The first comes from our Christmas Eve devotional. Our grandchildren, who were dressed as Mary and Joseph, went from person to person in our Christmas Eve circle, asking each individual if they could make room for them and their soon-to-arrive-child. One by one, the the guests swallowed and answered frailly "that there was no room". I noticed the catch in their voice and the hurt in their eyes as they struggled to respond in a manner true to the biblical account, and I was reminded of a talk by one of the Apostles counseling us that that same request is made to each of us--to make room for Jesus Christ in our lives. It was so hard to look into those precious, little two and five year-old eyes and say that there was no room, and then to see them kneel by the "manger" where their infant brother lay, swaddled and sweet. I watched as their eyes scanned ours, absorbing the poignancy of the story of the Christ child's birth as it touched each of us. I know what I was thinking--that I want my heart to sting with that same tender sorrow each time I do or say something that bans His spirit from making residence in my heart this year.

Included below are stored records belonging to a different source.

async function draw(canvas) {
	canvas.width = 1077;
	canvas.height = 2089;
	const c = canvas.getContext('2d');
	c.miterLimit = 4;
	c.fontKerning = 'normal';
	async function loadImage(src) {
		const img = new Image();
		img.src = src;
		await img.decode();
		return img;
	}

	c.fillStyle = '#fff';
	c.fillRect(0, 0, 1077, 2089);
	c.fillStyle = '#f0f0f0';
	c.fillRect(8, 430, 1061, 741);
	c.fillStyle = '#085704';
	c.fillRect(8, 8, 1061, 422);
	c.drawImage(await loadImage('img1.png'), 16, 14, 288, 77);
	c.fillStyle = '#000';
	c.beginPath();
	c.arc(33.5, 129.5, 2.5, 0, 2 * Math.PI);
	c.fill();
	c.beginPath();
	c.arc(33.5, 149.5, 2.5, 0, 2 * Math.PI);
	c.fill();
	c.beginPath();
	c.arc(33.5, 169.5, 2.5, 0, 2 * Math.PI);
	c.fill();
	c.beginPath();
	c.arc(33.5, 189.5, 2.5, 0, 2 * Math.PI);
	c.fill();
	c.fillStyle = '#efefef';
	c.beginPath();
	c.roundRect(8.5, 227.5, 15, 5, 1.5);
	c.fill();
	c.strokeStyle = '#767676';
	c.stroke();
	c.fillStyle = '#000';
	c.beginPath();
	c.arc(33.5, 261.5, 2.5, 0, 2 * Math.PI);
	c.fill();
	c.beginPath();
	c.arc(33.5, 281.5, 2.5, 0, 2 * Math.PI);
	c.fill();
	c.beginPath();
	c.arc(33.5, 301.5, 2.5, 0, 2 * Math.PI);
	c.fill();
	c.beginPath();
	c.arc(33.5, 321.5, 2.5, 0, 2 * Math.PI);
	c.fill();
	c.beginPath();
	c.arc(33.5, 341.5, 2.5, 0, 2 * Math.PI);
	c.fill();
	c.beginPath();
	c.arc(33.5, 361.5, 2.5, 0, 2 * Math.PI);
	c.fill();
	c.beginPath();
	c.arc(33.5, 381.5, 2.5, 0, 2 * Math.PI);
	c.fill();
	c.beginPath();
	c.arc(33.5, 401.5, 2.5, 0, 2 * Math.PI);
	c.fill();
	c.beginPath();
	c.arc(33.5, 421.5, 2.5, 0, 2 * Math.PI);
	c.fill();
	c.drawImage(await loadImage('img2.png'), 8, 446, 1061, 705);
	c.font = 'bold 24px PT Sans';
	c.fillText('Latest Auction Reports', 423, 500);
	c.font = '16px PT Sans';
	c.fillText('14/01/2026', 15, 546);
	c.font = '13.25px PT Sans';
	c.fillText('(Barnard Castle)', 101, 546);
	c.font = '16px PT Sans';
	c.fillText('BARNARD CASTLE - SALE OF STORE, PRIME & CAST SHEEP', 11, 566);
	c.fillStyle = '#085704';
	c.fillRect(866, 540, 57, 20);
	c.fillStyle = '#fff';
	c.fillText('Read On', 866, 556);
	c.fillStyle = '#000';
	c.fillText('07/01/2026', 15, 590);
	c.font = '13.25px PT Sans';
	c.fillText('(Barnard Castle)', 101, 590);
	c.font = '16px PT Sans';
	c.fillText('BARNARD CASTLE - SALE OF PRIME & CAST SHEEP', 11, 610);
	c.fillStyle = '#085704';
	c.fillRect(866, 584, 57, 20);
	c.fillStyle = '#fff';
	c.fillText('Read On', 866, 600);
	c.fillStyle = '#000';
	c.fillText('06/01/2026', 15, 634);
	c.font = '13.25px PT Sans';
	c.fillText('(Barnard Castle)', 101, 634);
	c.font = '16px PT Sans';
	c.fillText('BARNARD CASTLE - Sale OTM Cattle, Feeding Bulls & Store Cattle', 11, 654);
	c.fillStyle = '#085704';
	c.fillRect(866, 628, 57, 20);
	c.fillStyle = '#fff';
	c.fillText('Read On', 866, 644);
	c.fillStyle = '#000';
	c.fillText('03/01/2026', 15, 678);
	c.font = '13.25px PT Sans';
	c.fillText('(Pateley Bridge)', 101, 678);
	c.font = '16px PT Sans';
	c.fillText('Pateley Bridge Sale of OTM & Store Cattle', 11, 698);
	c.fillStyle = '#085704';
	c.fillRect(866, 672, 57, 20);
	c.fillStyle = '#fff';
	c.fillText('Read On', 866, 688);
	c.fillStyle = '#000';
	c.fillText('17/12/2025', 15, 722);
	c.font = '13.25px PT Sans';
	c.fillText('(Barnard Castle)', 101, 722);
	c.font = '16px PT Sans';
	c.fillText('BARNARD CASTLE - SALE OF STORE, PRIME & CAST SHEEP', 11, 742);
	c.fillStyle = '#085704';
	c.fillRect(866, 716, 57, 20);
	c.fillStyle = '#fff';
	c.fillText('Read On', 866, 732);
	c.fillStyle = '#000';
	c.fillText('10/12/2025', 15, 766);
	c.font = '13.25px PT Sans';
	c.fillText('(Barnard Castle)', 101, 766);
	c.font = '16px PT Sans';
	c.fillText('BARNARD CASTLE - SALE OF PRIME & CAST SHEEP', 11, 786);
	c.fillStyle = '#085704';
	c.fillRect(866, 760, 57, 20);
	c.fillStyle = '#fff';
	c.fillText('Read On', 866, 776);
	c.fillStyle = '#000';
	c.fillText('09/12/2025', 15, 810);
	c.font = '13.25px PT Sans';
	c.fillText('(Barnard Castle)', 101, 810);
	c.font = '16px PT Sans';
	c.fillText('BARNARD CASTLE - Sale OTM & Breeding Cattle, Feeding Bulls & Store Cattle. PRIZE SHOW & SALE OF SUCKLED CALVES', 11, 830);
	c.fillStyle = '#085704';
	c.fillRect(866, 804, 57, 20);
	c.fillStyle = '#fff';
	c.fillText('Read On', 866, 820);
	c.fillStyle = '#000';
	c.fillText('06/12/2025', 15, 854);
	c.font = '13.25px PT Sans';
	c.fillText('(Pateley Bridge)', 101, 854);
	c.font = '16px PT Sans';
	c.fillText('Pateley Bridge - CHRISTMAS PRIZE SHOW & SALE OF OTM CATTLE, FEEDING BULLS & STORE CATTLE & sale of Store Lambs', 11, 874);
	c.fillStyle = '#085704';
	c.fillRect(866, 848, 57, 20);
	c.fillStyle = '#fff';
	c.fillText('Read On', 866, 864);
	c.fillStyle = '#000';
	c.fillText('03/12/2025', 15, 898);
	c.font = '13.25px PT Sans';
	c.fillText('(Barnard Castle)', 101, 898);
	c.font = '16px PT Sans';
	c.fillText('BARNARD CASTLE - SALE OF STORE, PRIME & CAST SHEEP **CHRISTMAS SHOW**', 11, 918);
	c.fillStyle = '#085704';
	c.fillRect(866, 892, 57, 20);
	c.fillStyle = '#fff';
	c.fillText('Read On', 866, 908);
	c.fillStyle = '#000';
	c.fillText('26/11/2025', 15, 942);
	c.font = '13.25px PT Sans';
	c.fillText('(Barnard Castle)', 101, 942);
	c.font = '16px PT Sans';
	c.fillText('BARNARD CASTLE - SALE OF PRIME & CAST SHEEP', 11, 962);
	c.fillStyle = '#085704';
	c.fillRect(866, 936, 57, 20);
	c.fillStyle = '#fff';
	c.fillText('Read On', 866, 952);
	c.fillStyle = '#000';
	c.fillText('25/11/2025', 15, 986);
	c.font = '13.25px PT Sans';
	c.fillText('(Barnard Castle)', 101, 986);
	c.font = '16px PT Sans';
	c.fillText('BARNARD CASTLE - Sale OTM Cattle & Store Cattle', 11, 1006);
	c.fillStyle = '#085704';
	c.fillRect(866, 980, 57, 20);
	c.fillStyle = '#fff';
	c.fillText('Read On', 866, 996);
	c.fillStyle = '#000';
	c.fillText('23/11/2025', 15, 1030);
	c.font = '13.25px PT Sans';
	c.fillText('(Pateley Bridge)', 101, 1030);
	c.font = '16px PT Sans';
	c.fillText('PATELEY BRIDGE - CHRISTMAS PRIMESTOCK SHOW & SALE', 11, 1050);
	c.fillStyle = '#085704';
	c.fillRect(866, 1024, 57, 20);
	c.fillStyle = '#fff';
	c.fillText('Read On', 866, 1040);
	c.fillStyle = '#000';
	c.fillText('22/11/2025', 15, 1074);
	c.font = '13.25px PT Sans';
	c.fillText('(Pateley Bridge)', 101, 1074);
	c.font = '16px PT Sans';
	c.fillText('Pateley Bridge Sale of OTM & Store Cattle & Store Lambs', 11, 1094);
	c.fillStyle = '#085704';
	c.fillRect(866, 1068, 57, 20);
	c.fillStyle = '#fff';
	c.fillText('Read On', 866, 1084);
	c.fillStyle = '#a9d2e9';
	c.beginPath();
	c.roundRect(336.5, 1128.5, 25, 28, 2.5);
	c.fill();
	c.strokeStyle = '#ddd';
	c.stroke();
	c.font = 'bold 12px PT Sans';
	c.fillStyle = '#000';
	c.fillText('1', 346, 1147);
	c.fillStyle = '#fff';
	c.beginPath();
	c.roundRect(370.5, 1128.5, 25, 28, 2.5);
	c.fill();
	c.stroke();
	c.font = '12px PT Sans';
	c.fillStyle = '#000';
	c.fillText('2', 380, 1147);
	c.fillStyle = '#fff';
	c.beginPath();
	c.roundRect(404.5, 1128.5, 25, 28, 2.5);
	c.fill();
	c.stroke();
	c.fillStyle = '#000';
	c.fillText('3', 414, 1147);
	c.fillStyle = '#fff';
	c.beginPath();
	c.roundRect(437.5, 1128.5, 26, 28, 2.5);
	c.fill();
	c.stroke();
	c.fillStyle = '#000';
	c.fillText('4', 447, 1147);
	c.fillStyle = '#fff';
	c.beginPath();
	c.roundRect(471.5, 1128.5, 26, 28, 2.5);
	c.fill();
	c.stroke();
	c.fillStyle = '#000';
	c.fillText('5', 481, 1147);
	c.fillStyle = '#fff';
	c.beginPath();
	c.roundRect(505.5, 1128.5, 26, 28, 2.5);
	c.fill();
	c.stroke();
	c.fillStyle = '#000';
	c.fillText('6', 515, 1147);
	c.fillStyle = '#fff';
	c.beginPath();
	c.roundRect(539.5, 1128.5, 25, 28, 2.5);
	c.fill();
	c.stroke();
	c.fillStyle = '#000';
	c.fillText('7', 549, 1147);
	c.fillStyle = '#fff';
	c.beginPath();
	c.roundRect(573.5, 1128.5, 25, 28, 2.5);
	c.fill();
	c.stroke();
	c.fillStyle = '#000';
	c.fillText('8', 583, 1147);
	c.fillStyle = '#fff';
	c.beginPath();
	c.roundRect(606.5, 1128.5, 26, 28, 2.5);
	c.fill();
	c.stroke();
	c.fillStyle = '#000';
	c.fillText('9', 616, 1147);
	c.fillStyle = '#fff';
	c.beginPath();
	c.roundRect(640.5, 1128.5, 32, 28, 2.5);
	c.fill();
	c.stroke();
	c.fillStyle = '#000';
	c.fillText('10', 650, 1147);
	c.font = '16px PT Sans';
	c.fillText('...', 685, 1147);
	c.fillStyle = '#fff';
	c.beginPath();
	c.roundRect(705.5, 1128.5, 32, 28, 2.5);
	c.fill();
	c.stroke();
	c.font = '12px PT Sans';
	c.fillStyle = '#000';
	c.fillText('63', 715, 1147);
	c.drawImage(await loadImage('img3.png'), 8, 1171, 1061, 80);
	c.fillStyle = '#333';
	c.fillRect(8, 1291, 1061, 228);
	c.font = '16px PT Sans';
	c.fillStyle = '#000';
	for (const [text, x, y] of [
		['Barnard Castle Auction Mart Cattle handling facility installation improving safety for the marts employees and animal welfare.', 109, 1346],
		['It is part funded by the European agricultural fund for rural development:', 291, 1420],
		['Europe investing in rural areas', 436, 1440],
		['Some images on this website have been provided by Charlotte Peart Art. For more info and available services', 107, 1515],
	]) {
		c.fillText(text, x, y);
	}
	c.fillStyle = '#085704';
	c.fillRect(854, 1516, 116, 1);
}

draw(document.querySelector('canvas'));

Secondly, I was reminded of the intimacy of Christ's investment in each of us. There is an oft overlooked, but majestic lesson, illustrated in the story of the raising of Lazarus from the dead. Four days after their beloved brother's death, even faithful believers and followers like Mary and Martha doubted that the Master's miraculous power was sufficient to restore their sibling to life. Christ knew what was about to happen. He knew that in minutes their sorrow would turn to joy, but in that particular moment, in the moment of their grief and suffering, what did He do? He wept. Compassion overwhelmed Him and He shared in their pain. And then He performed the great miracle. He is in our lives just as wholly, sharing our anguish until the moment when He performs whatever miracle fits our need. And perhaps if I become really great at making room for Him and inviting Him in, I will be more apt to notice Him there, in my heart, healing it and bearing me up.

Lastly, we are about to receive another miracle child. Our only daughter, Amanda, is a kidney transplant recipient, and in a few days she will give birth to her first child, a little boy she and her husband Nick will name Brady Nicholas. I'll post the news and photos when the grand day arrives.

So that's the news at the Lewis house. I hope your New Year is off to a glorious start, and that you have many things to hope for on your own calendar.